# Fellow Sportsman With Extra Bedrooms For Rent



## Dodge360 (Nov 2, 2014)

Nice home approximately 2400 square feet, 3 bedroom, 2 full bathrooms, 2 car garage (one of the spots will be taken by my truck). House has plenty of storage space. Has a good sized back yard and front yard. House is located on an end of a very safe and quiet street near a school. Located in Murray. I am a 23 year old, college grad with a stable career as an Engineer in the valley. I enjoy fishing, hunting, vehicle modification, etc. Ideal roomate would be 21-28 years old male with a stable job that enjoys similar hobbies as I and is a clean and respectful. House is managed by a local property management company and you will need to pass a background check in order to be able to move in. There is no smoking allowed at the house but alcohol is allowed (I enjoy a few drinks at night several times a few).
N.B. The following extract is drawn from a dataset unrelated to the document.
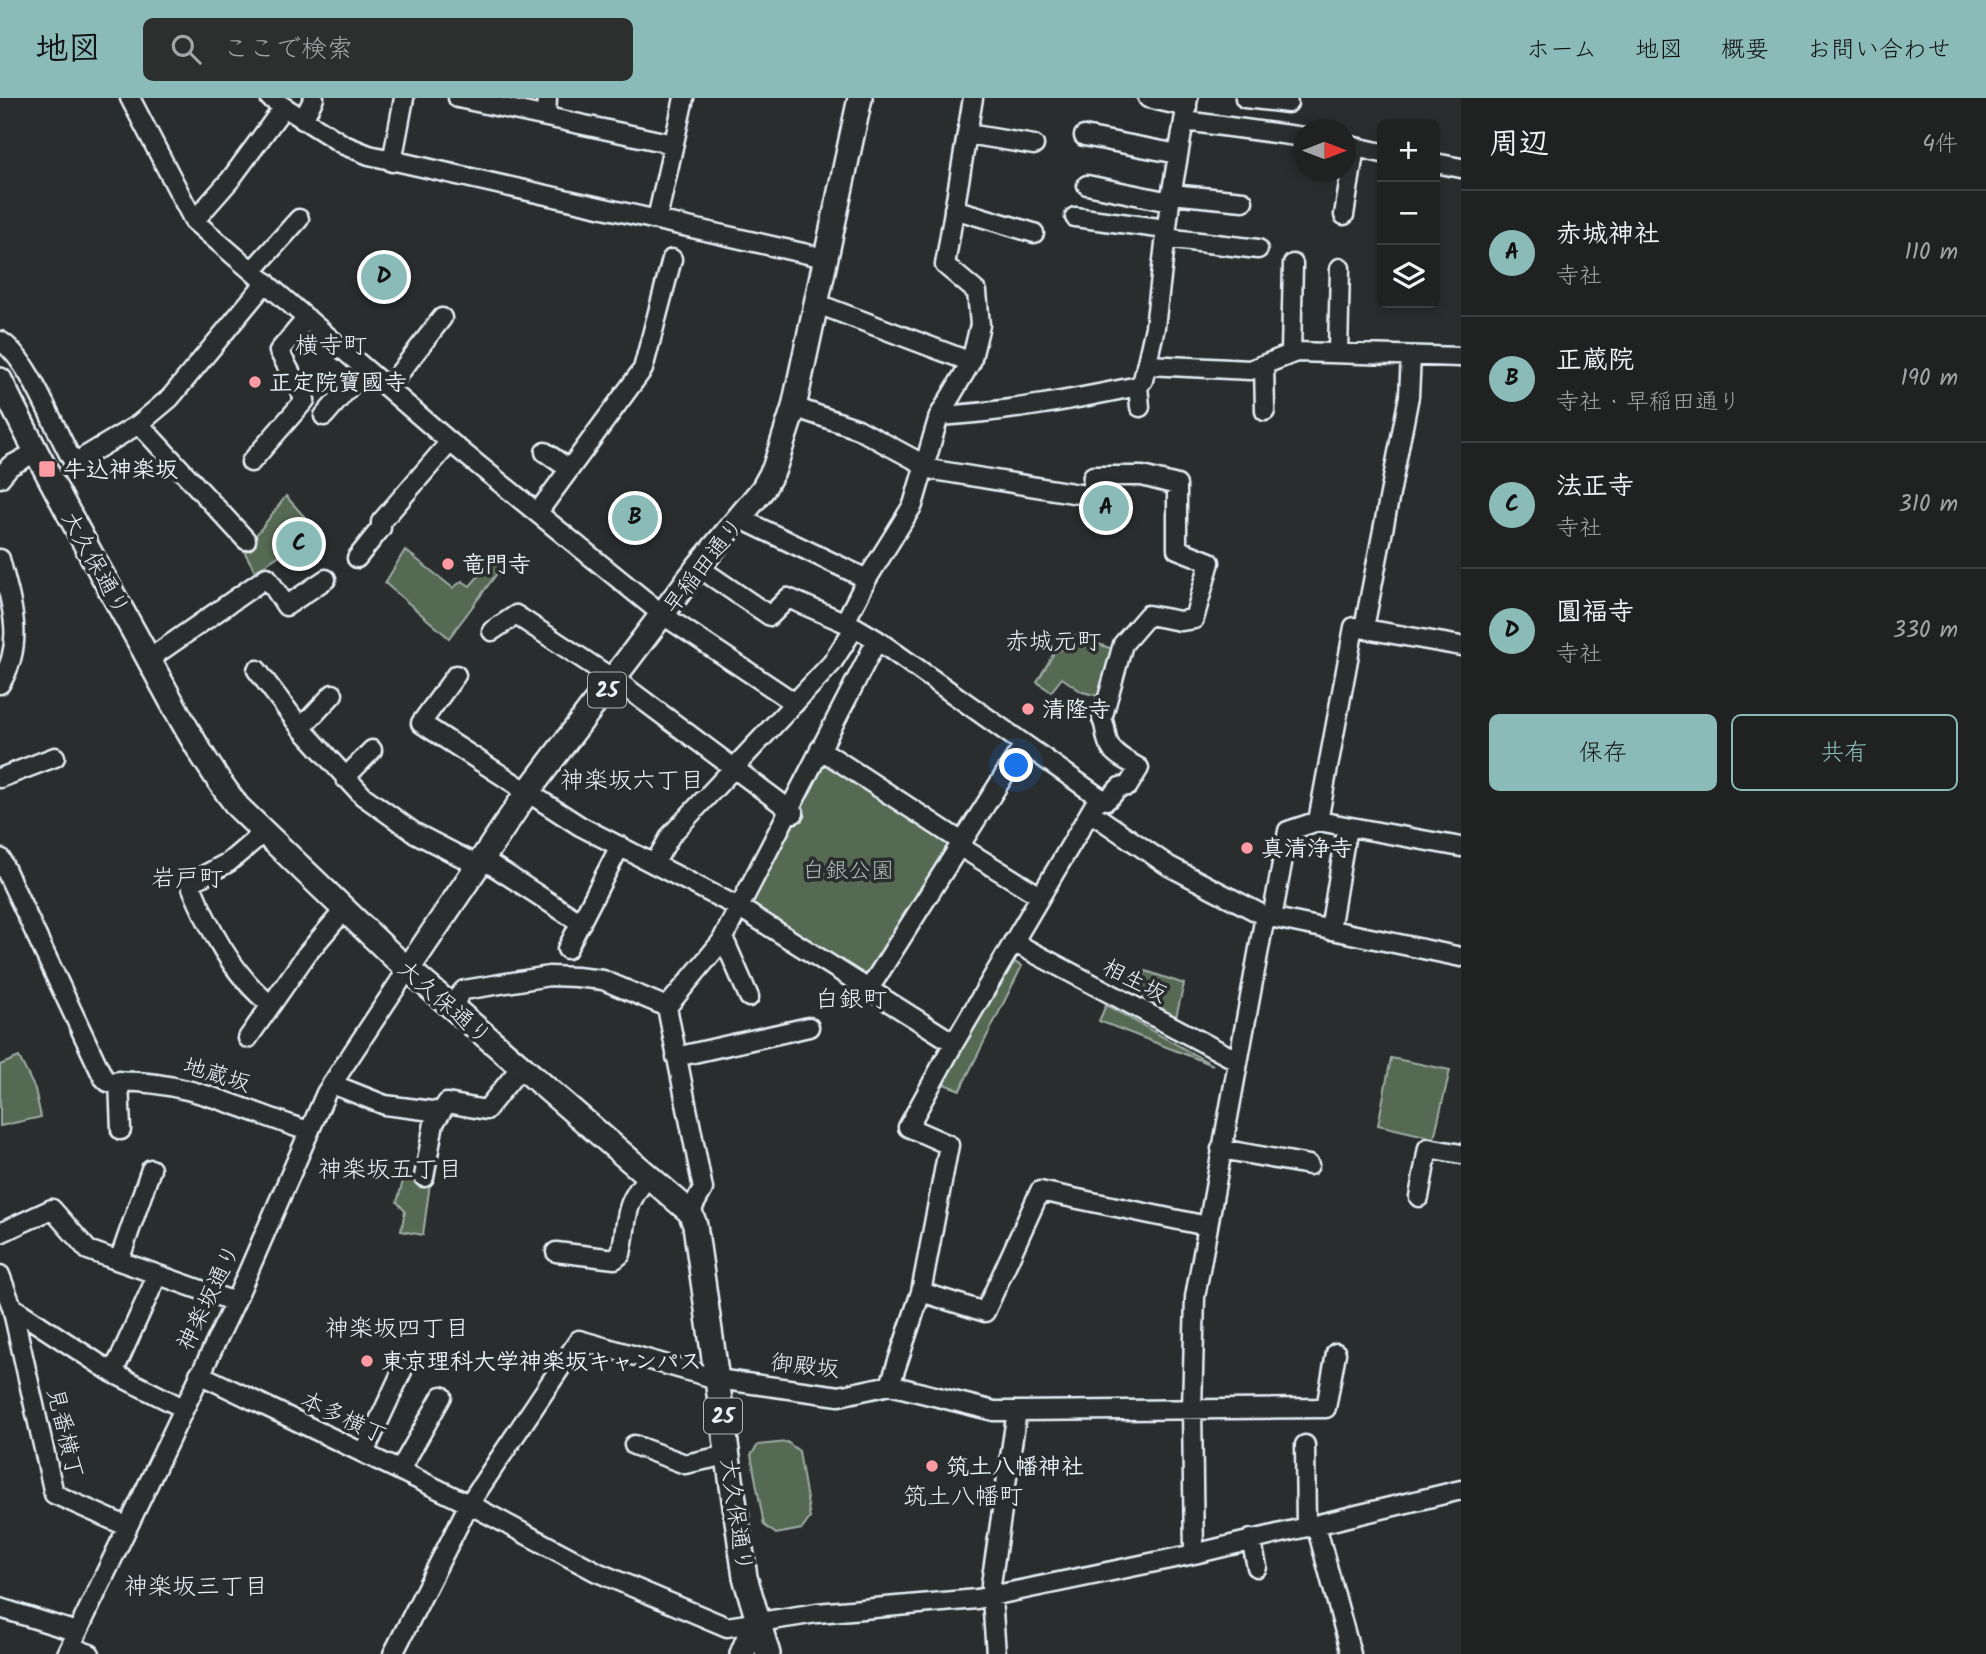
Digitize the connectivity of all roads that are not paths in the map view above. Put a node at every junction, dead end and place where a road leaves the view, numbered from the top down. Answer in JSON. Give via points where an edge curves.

In the past I?ve asked the homeowner to allowed well trained pets on the property but have been told pets are not allowed on the property. Rent is $1400 a month plus utilities for the whole house. There is two rooms available and the rent and utilities will be equally split. So it may be as low as $467 plus utilities if both bedrooms are rented. You can move in any time between now (with at-least 4 or 5 days notice) to early/mid December.


----------



## Dodge360 (Nov 2, 2014)

To the top. It would be a House share setup


----------